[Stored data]
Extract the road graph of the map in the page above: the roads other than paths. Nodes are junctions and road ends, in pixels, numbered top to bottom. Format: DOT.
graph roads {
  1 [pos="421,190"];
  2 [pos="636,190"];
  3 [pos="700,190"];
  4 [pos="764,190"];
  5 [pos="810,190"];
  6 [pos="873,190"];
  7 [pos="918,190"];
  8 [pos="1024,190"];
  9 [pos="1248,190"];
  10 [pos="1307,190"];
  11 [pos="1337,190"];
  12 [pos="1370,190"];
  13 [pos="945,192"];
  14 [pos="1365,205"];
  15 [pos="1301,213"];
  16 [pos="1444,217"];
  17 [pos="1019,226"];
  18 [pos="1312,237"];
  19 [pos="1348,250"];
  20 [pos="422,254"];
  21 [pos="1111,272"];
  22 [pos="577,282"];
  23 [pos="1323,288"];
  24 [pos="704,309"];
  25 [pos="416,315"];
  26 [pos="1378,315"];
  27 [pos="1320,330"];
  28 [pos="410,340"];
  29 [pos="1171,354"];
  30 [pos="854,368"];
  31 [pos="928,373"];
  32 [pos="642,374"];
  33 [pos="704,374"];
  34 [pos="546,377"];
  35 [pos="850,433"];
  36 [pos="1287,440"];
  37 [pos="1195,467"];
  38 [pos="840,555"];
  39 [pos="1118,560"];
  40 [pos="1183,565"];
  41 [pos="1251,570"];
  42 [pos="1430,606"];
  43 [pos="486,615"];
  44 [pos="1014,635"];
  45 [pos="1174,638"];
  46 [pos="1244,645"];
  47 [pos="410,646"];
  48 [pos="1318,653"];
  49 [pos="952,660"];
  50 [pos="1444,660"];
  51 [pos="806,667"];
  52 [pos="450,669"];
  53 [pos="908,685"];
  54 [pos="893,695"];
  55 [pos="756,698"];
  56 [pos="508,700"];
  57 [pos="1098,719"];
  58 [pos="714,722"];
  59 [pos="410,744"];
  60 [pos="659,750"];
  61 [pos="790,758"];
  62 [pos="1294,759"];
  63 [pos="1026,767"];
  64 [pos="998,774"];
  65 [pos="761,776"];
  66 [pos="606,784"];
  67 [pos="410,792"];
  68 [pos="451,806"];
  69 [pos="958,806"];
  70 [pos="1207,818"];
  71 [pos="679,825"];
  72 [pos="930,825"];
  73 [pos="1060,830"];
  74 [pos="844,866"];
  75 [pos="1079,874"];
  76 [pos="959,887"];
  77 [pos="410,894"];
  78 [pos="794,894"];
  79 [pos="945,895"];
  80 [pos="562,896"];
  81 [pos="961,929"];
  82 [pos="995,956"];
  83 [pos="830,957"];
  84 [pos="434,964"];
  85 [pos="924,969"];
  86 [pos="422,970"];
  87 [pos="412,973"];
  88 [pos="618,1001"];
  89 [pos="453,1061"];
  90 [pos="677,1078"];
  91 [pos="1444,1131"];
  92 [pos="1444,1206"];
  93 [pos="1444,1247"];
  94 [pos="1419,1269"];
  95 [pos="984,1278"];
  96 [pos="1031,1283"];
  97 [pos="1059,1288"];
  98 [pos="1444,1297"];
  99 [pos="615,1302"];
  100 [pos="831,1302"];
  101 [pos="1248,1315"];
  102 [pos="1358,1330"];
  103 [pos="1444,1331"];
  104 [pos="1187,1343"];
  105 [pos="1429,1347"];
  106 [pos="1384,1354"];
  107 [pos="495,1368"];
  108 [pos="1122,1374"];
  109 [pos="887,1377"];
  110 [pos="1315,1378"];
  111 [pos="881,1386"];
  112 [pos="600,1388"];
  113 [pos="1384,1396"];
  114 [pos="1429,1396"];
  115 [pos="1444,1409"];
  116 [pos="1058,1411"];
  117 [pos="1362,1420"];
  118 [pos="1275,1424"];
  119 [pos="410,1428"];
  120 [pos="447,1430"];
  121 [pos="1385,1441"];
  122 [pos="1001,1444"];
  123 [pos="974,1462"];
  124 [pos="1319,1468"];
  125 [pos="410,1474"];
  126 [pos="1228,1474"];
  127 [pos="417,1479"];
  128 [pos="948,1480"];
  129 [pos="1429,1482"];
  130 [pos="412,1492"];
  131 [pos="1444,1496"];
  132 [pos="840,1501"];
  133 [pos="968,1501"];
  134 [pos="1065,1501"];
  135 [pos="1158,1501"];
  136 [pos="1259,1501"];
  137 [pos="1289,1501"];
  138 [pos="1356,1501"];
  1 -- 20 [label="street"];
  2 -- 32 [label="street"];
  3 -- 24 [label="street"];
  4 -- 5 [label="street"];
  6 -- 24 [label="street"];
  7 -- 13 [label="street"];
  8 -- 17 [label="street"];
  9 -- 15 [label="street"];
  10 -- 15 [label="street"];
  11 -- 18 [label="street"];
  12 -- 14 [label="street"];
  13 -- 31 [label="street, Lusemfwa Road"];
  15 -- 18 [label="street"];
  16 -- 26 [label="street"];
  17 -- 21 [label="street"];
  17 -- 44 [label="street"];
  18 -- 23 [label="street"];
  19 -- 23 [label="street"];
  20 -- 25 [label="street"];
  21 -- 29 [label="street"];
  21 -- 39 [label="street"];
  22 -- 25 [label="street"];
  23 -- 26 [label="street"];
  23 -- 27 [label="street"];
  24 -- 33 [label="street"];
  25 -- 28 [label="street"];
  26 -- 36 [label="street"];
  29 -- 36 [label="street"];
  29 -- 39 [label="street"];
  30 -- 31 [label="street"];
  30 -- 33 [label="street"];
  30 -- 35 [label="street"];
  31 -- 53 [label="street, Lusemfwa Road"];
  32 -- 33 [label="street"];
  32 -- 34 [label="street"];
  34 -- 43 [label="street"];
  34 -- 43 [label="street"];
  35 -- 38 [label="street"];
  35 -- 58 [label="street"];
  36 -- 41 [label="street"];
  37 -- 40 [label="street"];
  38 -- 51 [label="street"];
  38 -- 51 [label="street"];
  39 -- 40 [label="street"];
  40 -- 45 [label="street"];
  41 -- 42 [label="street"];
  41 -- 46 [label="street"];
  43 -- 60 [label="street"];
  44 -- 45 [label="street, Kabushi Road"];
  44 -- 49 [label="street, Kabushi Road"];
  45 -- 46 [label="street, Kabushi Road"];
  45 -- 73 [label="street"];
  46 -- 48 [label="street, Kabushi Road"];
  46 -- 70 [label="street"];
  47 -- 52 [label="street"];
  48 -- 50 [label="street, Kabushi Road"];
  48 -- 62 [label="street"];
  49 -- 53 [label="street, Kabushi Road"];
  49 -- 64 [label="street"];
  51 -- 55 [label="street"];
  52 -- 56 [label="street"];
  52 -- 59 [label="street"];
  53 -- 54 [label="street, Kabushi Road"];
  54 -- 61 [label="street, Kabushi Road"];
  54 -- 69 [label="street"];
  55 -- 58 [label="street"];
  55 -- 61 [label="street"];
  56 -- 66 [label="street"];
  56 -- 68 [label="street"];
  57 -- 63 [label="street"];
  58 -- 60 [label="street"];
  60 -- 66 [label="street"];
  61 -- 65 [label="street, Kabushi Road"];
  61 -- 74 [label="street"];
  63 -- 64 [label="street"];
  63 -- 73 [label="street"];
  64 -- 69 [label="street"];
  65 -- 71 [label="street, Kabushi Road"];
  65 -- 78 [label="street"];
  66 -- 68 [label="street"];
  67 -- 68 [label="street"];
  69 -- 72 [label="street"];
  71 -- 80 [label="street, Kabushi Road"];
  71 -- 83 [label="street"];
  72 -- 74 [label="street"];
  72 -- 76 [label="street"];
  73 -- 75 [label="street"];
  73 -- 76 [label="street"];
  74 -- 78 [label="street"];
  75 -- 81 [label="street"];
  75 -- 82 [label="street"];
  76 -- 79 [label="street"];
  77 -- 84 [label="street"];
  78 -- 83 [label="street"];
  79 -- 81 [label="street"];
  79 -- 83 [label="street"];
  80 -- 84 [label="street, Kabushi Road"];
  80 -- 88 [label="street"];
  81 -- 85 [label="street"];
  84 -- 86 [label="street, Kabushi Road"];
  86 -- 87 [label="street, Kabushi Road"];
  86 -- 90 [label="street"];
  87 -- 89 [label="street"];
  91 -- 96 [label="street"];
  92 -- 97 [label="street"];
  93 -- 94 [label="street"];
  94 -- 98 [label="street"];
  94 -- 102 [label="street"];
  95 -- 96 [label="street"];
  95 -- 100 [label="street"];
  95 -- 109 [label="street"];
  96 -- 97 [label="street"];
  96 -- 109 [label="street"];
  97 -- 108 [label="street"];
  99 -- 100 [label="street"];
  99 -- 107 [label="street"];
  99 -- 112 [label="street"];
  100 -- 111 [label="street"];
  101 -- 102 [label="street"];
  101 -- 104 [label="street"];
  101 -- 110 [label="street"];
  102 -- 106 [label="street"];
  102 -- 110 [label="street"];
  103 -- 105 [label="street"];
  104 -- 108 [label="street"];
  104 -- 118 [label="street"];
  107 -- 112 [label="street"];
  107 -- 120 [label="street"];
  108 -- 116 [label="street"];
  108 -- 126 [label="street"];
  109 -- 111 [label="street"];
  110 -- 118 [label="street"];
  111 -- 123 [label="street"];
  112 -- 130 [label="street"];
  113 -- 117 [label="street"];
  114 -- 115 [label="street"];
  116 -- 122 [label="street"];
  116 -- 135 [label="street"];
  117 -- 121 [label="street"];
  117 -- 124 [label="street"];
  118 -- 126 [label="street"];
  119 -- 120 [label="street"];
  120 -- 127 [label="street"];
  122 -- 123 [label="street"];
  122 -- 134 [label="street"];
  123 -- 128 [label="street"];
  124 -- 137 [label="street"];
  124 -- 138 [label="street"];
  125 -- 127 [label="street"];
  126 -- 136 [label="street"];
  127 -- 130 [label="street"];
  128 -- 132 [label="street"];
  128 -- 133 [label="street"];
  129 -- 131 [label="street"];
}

▶ **Work instruction**
Where does the word "roads" occur in the data? Copy every line that has it.

▶ **Answer to the problem**
Extract the road graph of the map in the page above: the roads other than paths. Nodes are junctions and road ends, in pixels, numbered top to bottom. Format: DOT.
graph roads {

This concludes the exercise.